§ Assignment
Check each line of the listing below for the string "Trento", then copy every line that has it.

========================================================================

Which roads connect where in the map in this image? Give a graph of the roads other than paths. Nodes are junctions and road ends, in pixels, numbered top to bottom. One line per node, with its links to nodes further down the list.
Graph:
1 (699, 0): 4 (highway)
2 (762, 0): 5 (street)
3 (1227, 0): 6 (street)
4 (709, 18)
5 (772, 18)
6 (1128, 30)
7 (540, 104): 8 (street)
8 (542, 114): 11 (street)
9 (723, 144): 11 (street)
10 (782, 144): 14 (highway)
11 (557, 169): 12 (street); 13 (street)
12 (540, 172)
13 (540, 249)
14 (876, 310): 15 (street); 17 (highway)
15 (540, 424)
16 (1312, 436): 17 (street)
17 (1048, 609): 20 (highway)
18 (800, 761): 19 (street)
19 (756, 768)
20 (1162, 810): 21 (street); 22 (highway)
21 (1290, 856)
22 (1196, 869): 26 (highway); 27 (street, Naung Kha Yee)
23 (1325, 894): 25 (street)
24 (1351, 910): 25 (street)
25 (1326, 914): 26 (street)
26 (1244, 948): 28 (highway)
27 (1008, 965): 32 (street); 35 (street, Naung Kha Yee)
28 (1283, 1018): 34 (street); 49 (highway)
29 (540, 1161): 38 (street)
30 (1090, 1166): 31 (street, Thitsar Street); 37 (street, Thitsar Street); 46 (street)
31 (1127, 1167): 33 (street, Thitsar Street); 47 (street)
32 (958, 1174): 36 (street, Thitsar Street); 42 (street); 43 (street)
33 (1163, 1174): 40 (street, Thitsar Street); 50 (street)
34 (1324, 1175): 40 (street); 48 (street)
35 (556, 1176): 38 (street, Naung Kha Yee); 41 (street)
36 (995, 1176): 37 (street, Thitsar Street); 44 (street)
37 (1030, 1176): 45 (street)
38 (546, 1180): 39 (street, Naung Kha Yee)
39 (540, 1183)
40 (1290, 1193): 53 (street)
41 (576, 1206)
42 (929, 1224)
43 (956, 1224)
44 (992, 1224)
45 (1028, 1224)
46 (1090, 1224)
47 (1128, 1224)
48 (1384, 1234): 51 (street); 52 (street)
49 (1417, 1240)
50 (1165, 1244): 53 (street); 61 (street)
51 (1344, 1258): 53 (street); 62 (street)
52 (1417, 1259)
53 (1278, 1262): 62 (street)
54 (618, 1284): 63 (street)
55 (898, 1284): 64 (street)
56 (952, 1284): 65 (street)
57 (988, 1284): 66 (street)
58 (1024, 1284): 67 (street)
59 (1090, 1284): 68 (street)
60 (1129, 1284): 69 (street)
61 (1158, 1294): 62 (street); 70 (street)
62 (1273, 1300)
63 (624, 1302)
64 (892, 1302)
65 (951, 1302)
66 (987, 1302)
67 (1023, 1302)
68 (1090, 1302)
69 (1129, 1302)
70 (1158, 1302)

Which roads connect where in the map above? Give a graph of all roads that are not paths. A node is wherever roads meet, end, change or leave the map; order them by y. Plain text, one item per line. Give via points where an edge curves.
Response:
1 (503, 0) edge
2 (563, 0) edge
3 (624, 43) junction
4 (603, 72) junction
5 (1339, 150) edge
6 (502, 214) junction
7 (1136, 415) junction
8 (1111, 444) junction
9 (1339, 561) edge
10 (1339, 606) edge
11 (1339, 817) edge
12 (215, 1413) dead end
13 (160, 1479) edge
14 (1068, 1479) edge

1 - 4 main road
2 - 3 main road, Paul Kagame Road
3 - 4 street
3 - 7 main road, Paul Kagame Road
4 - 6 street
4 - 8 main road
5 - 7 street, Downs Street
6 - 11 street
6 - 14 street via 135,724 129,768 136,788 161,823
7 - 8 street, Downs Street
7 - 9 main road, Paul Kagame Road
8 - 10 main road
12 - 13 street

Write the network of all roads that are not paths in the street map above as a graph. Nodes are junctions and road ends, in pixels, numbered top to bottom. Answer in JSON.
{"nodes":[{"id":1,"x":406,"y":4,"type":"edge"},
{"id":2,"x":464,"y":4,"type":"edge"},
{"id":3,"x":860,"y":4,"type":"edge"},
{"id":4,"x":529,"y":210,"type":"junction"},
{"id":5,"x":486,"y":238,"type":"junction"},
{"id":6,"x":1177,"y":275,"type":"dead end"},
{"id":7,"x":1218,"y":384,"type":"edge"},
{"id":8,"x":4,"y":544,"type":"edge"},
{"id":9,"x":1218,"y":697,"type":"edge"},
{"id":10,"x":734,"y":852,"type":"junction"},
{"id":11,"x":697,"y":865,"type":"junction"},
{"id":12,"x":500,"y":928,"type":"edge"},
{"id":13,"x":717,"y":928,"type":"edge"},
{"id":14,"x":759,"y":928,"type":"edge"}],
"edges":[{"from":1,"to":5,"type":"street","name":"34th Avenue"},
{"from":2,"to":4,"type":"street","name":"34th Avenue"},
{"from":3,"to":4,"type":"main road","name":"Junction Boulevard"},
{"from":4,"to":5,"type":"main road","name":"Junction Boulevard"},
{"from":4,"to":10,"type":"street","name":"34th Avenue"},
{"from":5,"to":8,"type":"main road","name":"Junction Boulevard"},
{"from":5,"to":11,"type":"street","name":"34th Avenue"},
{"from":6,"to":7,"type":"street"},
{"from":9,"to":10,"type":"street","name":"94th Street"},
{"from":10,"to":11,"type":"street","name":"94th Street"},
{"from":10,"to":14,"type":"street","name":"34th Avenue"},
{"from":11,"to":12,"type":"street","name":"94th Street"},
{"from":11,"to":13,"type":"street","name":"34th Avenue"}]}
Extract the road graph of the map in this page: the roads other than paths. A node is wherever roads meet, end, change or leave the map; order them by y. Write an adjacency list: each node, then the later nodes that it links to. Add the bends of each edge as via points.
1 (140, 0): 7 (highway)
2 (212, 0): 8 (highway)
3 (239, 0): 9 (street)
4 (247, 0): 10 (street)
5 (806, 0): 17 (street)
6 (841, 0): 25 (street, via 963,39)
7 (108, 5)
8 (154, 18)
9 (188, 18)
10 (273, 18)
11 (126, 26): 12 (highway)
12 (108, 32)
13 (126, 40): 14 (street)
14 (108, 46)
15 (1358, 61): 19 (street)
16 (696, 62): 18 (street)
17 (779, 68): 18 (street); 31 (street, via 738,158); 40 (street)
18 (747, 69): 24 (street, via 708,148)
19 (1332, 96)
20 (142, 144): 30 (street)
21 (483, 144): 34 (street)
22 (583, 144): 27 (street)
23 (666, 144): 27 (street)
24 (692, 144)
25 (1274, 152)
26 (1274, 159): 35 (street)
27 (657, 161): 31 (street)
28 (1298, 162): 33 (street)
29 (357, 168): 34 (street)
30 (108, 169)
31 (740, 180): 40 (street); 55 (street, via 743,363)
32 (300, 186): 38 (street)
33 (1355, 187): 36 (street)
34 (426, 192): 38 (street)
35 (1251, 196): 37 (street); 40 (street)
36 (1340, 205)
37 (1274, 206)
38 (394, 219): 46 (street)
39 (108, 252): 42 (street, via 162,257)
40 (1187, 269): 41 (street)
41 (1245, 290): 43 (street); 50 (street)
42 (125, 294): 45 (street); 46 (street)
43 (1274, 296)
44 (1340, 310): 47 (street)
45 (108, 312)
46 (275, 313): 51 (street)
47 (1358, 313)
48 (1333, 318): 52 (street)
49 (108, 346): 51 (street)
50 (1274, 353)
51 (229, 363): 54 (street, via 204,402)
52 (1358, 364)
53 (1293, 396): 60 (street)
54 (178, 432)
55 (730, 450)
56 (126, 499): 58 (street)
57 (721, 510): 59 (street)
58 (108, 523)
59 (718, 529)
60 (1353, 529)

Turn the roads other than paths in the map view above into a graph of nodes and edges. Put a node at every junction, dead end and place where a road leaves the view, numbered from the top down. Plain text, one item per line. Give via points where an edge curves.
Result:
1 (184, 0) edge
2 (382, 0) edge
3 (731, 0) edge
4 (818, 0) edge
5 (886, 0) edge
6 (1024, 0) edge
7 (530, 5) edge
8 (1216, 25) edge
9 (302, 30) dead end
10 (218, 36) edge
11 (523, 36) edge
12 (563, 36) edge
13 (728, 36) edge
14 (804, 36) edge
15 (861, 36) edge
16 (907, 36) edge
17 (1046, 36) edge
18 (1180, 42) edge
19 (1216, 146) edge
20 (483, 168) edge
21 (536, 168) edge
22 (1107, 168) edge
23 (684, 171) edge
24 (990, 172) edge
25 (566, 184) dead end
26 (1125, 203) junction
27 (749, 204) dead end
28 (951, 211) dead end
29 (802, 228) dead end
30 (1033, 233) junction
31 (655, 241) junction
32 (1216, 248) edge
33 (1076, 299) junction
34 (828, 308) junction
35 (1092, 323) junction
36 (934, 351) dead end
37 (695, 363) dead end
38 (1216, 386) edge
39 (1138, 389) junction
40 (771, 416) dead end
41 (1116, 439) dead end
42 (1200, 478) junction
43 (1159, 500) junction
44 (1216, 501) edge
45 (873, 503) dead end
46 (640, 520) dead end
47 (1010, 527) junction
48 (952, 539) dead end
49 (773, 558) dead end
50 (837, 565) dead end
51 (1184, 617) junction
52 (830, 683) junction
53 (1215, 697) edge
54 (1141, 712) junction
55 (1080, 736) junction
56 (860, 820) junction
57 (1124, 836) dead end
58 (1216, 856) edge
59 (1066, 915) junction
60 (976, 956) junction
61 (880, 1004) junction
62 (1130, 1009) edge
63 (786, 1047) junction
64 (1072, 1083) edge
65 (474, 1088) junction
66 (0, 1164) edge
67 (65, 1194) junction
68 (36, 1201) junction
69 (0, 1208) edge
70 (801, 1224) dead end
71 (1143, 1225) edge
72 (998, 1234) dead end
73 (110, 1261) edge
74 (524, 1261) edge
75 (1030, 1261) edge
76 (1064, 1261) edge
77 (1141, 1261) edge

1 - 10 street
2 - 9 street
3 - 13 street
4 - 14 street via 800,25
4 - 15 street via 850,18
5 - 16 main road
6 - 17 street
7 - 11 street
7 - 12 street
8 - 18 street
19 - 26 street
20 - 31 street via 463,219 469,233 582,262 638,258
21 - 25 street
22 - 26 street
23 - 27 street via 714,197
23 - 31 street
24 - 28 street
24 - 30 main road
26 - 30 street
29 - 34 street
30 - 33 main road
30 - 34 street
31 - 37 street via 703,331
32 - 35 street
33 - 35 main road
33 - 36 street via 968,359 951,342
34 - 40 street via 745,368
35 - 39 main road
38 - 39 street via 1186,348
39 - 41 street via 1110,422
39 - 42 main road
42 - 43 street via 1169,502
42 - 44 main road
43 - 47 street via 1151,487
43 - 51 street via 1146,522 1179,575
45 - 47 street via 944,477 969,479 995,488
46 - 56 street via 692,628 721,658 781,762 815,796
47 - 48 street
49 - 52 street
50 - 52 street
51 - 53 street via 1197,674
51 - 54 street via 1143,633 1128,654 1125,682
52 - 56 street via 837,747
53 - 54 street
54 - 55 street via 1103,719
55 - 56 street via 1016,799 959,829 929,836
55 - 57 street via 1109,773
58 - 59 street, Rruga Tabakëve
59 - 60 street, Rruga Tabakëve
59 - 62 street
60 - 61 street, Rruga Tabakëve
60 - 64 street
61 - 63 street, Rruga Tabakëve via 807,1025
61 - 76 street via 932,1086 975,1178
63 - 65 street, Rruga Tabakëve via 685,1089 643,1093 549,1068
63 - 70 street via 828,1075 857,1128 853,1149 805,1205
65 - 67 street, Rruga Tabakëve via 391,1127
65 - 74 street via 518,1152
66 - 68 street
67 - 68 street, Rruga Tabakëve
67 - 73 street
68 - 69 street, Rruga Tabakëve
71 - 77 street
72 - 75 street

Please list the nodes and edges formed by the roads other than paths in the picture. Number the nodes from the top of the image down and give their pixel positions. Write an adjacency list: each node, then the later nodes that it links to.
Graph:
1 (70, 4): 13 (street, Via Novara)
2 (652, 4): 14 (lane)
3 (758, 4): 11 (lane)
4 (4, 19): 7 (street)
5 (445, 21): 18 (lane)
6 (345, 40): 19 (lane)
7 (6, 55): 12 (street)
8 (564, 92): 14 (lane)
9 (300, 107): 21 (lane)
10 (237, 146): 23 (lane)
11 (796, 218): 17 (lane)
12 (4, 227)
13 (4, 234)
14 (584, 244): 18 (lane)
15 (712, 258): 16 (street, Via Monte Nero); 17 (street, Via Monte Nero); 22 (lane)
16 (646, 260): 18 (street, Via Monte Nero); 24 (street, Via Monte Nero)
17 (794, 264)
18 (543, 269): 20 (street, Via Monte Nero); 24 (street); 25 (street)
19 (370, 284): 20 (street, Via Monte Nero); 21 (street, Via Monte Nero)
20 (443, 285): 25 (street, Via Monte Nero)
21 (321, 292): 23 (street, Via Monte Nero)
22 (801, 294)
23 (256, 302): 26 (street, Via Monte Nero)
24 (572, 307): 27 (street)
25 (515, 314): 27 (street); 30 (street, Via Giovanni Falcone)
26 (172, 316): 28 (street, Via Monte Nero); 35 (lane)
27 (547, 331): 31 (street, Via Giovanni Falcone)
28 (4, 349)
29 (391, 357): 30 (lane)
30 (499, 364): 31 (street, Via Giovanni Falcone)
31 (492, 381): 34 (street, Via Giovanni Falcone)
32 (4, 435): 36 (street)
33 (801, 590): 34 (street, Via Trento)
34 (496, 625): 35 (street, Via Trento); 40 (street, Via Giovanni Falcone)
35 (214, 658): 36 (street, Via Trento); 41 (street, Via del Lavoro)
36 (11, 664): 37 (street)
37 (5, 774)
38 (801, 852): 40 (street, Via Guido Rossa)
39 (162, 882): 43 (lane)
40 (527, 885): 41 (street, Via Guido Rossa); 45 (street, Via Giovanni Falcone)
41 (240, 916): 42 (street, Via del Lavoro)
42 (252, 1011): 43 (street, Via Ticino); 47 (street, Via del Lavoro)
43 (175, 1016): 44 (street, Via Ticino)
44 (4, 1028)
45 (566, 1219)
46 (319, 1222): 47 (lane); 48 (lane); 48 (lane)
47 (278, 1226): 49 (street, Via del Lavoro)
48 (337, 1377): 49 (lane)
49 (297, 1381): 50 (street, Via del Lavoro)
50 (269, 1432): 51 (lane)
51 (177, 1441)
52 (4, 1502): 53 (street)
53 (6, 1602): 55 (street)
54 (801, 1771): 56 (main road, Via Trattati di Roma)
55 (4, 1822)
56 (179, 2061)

========================================================================

§ Exercise result
33 (801, 590): 34 (street, Via Trento)
34 (496, 625): 35 (street, Via Trento); 40 (street, Via Giovanni Falcone)
35 (214, 658): 36 (street, Via Trento); 41 (street, Via del Lavoro)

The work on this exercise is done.